What you are asked to do »
What number of lines in the records below hold the word "road"? Give that number alone.

Top of Provided records

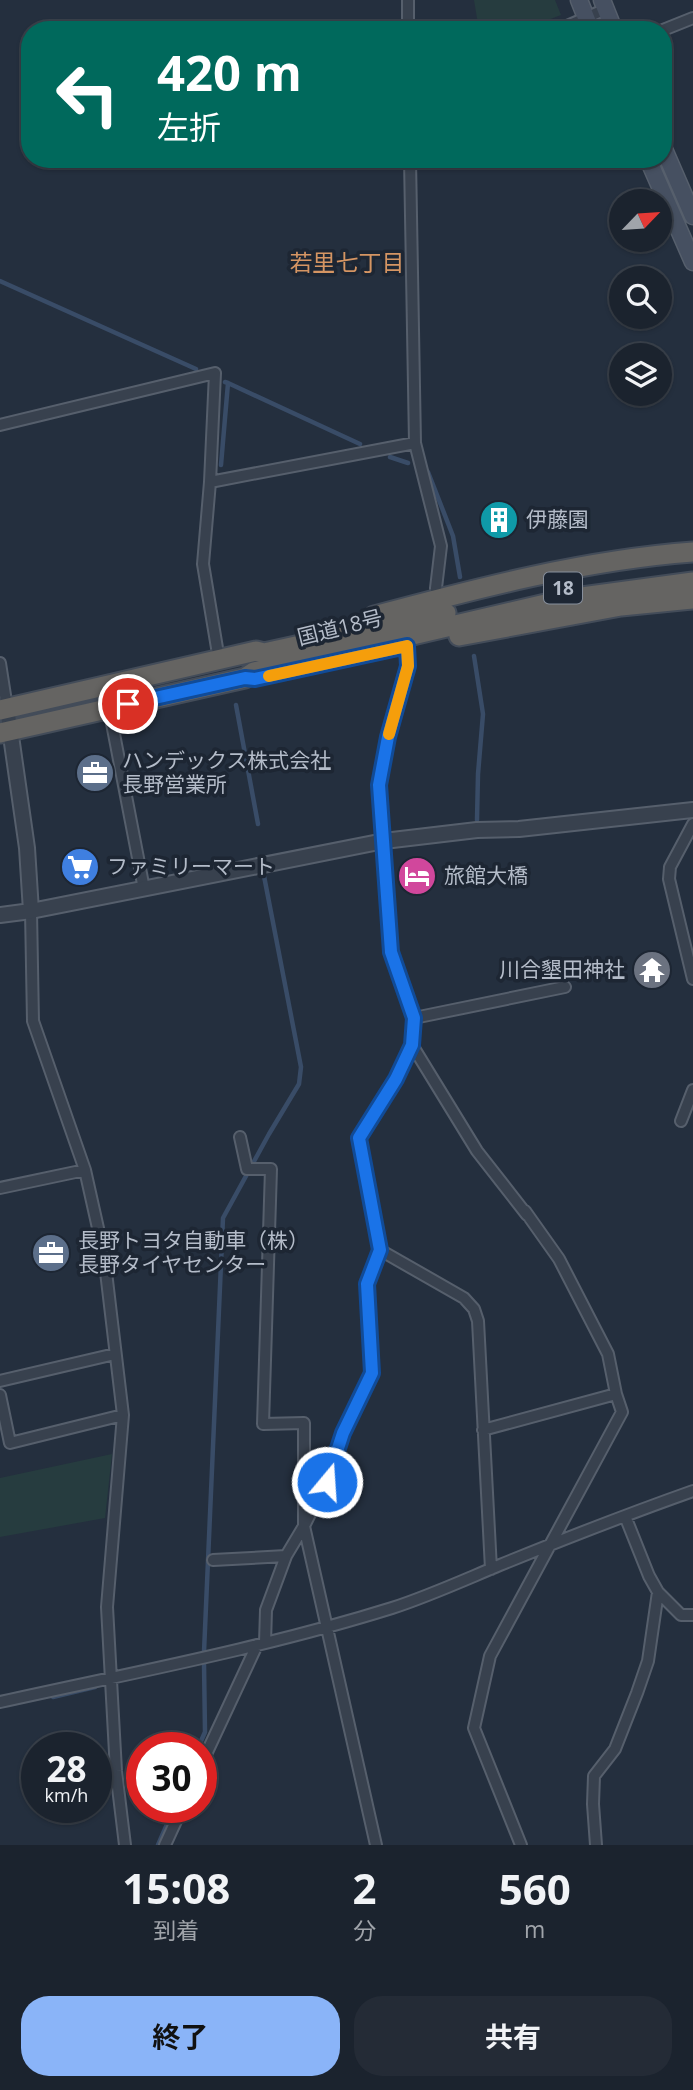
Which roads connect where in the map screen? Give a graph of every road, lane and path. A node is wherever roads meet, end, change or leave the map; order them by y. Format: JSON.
{"nodes":[{"id":1,"x":408,"y":0,"type":"edge"},
{"id":2,"x":579,"y":0,"type":"edge"},
{"id":3,"x":604,"y":5,"type":"edge"},
{"id":4,"x":693,"y":18,"type":"edge"},
{"id":5,"x":408,"y":21,"type":"edge"},
{"id":6,"x":588,"y":21,"type":"edge"},
{"id":7,"x":591,"y":21,"type":"edge"},
{"id":8,"x":672,"y":26,"type":"edge"},
{"id":9,"x":672,"y":167,"type":"edge"},
{"id":10,"x":410,"y":168,"type":"edge"},
{"id":11,"x":652,"y":168,"type":"edge"},
{"id":12,"x":693,"y":216,"type":"edge"},
{"id":13,"x":693,"y":262,"type":"edge"},
{"id":14,"x":0,"y":425,"type":"edge"},
{"id":15,"x":415,"y":443,"type":"junction"},
{"id":16,"x":210,"y":482,"type":"junction"},
{"id":17,"x":692,"y":556,"type":"edge"},
{"id":18,"x":693,"y":582,"type":"edge"},
{"id":19,"x":693,"y":598,"type":"edge"},
{"id":20,"x":437,"y":614,"type":"junction"},
{"id":21,"x":407,"y":646,"type":"junction"},
{"id":22,"x":219,"y":660,"type":"junction"},
{"id":23,"x":0,"y":663,"type":"edge"},
{"id":24,"x":245,"y":678,"type":"junction"},
{"id":25,"x":109,"y":708,"type":"junction"},
{"id":26,"x":3,"y":709,"type":"edge"},
{"id":27,"x":5,"y":732,"type":"edge"},
{"id":28,"x":693,"y":810,"type":"edge"},
{"id":29,"x":693,"y":824,"type":"edge"},
{"id":30,"x":384,"y":841,"type":"junction"},
{"id":31,"x":144,"y":889,"type":"junction"},
{"id":32,"x":31,"y":911,"type":"junction"},
{"id":33,"x":0,"y":915,"type":"edge"},
{"id":34,"x":693,"y":979,"type":"edge"},
{"id":35,"x":565,"y":987,"type":"dead end"},
{"id":36,"x":414,"y":1018,"type":"junction"},
{"id":37,"x":412,"y":1045,"type":"junction"},
{"id":38,"x":693,"y":1090,"type":"edge"},
{"id":39,"x":681,"y":1121,"type":"dead end"},
{"id":40,"x":240,"y":1137,"type":"dead end"},
{"id":41,"x":85,"y":1170,"type":"junction"},
{"id":42,"x":0,"y":1188,"type":"edge"},
{"id":43,"x":380,"y":1250,"type":"junction"},
{"id":44,"x":115,"y":1354,"type":"junction"},
{"id":45,"x":0,"y":1381,"type":"edge"},
{"id":46,"x":616,"y":1394,"type":"junction"},
{"id":47,"x":0,"y":1395,"type":"edge"},
{"id":48,"x":123,"y":1415,"type":"junction"},
{"id":49,"x":483,"y":1430,"type":"junction"},
{"id":50,"x":693,"y":1491,"type":"edge"},
{"id":51,"x":625,"y":1516,"type":"junction"},
{"id":52,"x":304,"y":1526,"type":"junction"},
{"id":53,"x":551,"y":1545,"type":"junction"},
{"id":54,"x":286,"y":1556,"type":"junction"},
{"id":55,"x":213,"y":1560,"type":"dead end"},
{"id":56,"x":491,"y":1569,"type":"junction"},
{"id":57,"x":658,"y":1592,"type":"junction"},
{"id":58,"x":693,"y":1615,"type":"edge"},
{"id":59,"x":326,"y":1628,"type":"junction"},
{"id":60,"x":261,"y":1644,"type":"junction"},
{"id":61,"x":111,"y":1677,"type":"junction"},
{"id":62,"x":0,"y":1702,"type":"edge"},
{"id":63,"x":217,"y":1733,"type":"edge"},
{"id":64,"x":175,"y":1823,"type":"edge"},
{"id":65,"x":125,"y":1845,"type":"edge"},
{"id":66,"x":165,"y":1845,"type":"edge"},
{"id":67,"x":376,"y":1845,"type":"edge"},
{"id":68,"x":521,"y":1845,"type":"edge"},
{"id":69,"x":596,"y":1845,"type":"edge"}],
"edges":[{"from":1,"to":5,"type":"street"},
{"from":2,"to":6,"type":"main road"},
{"from":3,"to":7,"type":"street"},
{"from":4,"to":8,"type":"street"},
{"from":9,"to":12,"type":"main road"},
{"from":10,"to":15,"type":"street"},
{"from":11,"to":13,"type":"main road"},
{"from":14,"to":16,"type":"street"},
{"from":15,"to":16,"type":"street"},
{"from":15,"to":20,"type":"street"},
{"from":16,"to":22,"type":"street"},
{"from":17,"to":20,"type":"highway","name":"国道18号","number":"18"},
{"from":18,"to":20,"type":"highway","name":"国道18号","number":"18"},
{"from":19,"to":21,"type":"highway","number":"18"},
{"from":20,"to":22,"type":"highway","name":"国道18号","number":"18"},
{"from":20,"to":24,"type":"highway","name":"国道18号","number":"18"},
{"from":21,"to":24,"type":"highway","number":"18"},
{"from":21,"to":30,"type":"street"},
{"from":22,"to":26,"type":"highway","name":"国道18号","number":"18"},
{"from":23,"to":26,"type":"street"},
{"from":24,"to":25,"type":"highway","name":"国道18号","number":"18"},
{"from":25,"to":27,"type":"highway","name":"国道18号","number":"18"},
{"from":25,"to":31,"type":"street"},
{"from":26,"to":27,"type":"street"},
{"from":27,"to":32,"type":"street"},
{"from":28,"to":30,"type":"street"},
{"from":29,"to":34,"type":"street"},
{"from":30,"to":31,"type":"street"},
{"from":30,"to":36,"type":"street"},
{"from":31,"to":32,"type":"street"},
{"from":32,"to":33,"type":"street"},
{"from":32,"to":41,"type":"street"},
{"from":35,"to":36,"type":"street"},
{"from":36,"to":37,"type":"street"},
{"from":37,"to":43,"type":"street"},
{"from":37,"to":46,"type":"street"},
{"from":38,"to":39,"type":"street"},
{"from":40,"to":52,"type":"street"},
{"from":41,"to":42,"type":"street"},
{"from":41,"to":44,"type":"street"},
{"from":43,"to":49,"type":"street"},
{"from":43,"to":52,"type":"street"},
{"from":44,"to":45,"type":"street"},
{"from":44,"to":48,"type":"street"},
{"from":46,"to":49,"type":"street"},
{"from":46,"to":53,"type":"street"},
{"from":47,"to":48,"type":"street"},
{"from":48,"to":61,"type":"street"},
{"from":49,"to":56,"type":"street"},
{"from":50,"to":51,"type":"street"},
{"from":51,"to":53,"type":"street"},
{"from":51,"to":57,"type":"street"},
{"from":52,"to":54,"type":"street"},
{"from":52,"to":59,"type":"street"},
{"from":53,"to":56,"type":"street"},
{"from":53,"to":68,"type":"street"},
{"from":54,"to":55,"type":"street"},
{"from":54,"to":60,"type":"street"},
{"from":56,"to":59,"type":"street"},
{"from":57,"to":58,"type":"street"},
{"from":57,"to":69,"type":"street"},
{"from":59,"to":60,"type":"street"},
{"from":59,"to":67,"type":"street"},
{"from":60,"to":61,"type":"street"},
{"from":60,"to":63,"type":"street"},
{"from":61,"to":62,"type":"street"},
{"from":61,"to":65,"type":"street"},
{"from":64,"to":66,"type":"street"}]}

Bottom of Provided records

The completed task »
4